*** Record excerpts Section Begins ***

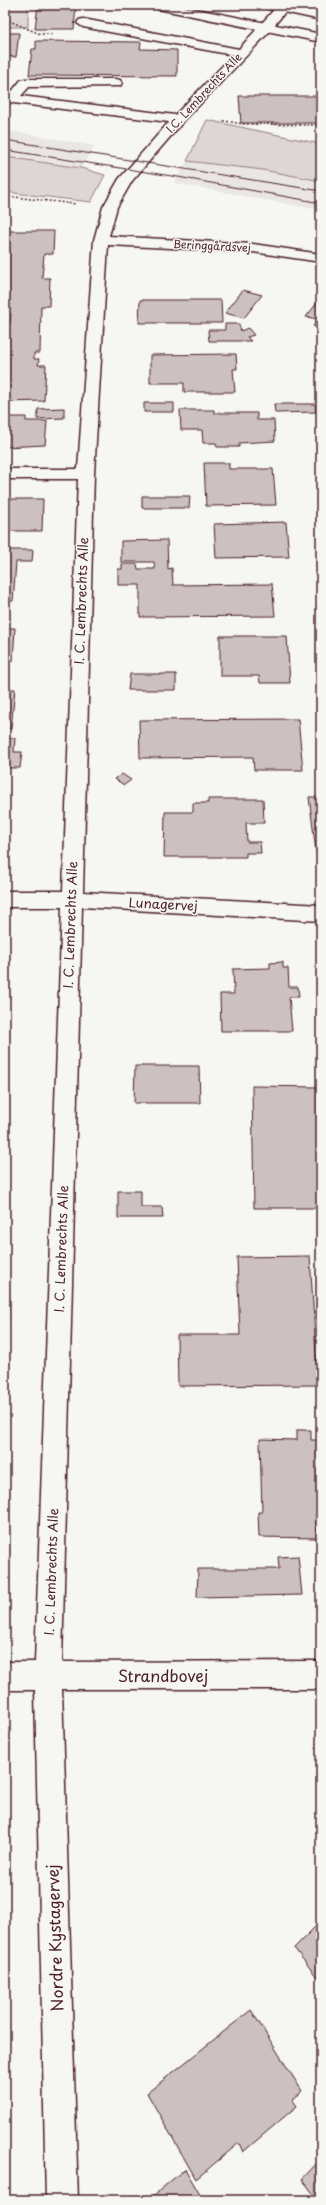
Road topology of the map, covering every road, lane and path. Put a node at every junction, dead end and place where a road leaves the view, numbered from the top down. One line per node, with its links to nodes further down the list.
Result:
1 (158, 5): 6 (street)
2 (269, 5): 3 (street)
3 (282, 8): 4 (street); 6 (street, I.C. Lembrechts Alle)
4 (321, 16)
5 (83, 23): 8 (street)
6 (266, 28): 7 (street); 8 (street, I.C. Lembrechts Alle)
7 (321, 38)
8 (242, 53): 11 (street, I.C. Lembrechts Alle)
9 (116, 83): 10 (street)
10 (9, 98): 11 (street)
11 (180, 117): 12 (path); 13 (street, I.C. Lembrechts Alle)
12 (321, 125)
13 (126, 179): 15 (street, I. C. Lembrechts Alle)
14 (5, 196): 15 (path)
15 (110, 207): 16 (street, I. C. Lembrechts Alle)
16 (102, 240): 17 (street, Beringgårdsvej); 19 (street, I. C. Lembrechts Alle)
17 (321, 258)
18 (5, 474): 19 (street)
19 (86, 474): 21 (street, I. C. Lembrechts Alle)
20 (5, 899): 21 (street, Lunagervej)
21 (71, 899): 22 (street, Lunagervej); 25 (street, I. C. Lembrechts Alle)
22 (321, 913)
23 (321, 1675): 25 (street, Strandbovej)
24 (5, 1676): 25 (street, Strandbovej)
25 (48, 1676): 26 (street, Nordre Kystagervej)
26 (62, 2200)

*** Record excerpts Section Ends ***

[Exercise goal]:
If a record above holds a picture, leave the picture out and write out everything else exactly.

[Response below]:
Road topology of the map, covering every road, lane and path. Put a node at every junction, dead end and place where a road leaves the view, numbered from the top down. One line per node, with its links to nodes further down the list.
Result:
1 (158, 5): 6 (street)
2 (269, 5): 3 (street)
3 (282, 8): 4 (street); 6 (street, I.C. Lembrechts Alle)
4 (321, 16)
5 (83, 23): 8 (street)
6 (266, 28): 7 (street); 8 (street, I.C. Lembrechts Alle)
7 (321, 38)
8 (242, 53): 11 (street, I.C. Lembrechts Alle)
9 (116, 83): 10 (street)
10 (9, 98): 11 (street)
11 (180, 117): 12 (path); 13 (street, I.C. Lembrechts Alle)
12 (321, 125)
13 (126, 179): 15 (street, I. C. Lembrechts Alle)
14 (5, 196): 15 (path)
15 (110, 207): 16 (street, I. C. Lembrechts Alle)
16 (102, 240): 17 (street, Beringgårdsvej); 19 (street, I. C. Lembrechts Alle)
17 (321, 258)
18 (5, 474): 19 (street)
19 (86, 474): 21 (street, I. C. Lembrechts Alle)
20 (5, 899): 21 (street, Lunagervej)
21 (71, 899): 22 (street, Lunagervej); 25 (street, I. C. Lembrechts Alle)
22 (321, 913)
23 (321, 1675): 25 (street, Strandbovej)
24 (5, 1676): 25 (street, Strandbovej)
25 (48, 1676): 26 (street, Nordre Kystagervej)
26 (62, 2200)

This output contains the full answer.